• [AIM OF THE EXERCISE] Check each line of the entries. Copy the ones that contain the string "MARÍA".

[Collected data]
..............................

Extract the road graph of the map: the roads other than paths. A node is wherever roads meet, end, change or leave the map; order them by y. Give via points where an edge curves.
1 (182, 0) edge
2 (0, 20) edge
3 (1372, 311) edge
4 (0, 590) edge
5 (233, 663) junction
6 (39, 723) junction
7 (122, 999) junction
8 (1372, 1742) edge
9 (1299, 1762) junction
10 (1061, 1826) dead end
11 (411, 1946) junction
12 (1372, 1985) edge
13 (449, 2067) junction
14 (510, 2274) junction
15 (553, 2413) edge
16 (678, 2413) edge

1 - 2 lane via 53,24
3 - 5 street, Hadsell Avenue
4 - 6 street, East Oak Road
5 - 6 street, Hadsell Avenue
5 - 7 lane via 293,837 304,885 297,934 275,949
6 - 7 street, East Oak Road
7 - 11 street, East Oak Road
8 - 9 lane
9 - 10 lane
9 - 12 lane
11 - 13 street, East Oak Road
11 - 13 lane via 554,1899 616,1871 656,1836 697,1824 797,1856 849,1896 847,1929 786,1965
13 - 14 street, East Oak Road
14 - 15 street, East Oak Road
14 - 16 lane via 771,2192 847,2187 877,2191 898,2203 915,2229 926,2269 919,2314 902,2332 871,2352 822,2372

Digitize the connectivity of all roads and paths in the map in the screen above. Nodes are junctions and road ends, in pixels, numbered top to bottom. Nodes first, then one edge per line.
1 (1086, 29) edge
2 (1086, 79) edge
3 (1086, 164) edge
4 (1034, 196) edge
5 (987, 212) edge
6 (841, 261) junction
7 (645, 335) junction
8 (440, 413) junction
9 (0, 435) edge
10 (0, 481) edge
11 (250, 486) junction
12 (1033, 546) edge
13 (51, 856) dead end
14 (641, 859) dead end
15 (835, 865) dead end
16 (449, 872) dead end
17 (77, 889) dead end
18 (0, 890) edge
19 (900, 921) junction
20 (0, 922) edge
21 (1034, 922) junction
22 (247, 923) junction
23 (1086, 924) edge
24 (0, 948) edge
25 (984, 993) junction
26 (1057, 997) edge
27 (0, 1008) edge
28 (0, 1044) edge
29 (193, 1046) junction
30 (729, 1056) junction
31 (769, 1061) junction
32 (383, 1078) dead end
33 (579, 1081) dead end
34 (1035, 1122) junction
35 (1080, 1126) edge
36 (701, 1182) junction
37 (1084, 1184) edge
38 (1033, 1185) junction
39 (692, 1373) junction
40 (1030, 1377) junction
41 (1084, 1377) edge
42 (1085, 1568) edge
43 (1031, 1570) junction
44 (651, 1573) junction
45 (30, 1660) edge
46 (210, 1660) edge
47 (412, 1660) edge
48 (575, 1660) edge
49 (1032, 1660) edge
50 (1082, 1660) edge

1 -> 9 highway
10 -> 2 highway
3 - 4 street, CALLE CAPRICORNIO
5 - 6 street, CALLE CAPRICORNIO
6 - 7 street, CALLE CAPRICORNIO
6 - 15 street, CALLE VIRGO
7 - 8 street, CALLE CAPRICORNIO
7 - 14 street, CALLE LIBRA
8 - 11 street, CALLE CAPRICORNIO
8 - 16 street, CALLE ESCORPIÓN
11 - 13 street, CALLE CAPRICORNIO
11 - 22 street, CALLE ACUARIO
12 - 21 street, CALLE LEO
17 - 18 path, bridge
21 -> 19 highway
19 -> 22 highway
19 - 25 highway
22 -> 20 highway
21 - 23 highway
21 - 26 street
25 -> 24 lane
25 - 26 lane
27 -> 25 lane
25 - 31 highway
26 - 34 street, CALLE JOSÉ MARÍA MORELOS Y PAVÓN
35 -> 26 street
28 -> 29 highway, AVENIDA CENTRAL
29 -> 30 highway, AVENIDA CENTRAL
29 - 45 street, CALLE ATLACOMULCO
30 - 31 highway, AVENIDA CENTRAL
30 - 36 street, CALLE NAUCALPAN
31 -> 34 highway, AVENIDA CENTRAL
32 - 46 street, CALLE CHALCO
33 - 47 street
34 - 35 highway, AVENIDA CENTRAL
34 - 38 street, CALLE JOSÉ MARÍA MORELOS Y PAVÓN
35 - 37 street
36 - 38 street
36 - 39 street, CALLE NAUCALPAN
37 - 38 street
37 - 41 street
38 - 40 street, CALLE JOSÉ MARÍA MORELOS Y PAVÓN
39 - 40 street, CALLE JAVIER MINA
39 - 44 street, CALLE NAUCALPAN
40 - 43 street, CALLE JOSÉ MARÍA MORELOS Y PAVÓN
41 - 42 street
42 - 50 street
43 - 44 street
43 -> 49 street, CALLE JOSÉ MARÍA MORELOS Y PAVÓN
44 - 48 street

..............................

• [SOLUTION FOR THIS PROBLEM]
26 - 34 street, CALLE JOSÉ MARÍA MORELOS Y PAVÓN
34 - 38 street, CALLE JOSÉ MARÍA MORELOS Y PAVÓN
38 - 40 street, CALLE JOSÉ MARÍA MORELOS Y PAVÓN
40 - 43 street, CALLE JOSÉ MARÍA MORELOS Y PAVÓN
43 -> 49 street, CALLE JOSÉ MARÍA MORELOS Y PAVÓN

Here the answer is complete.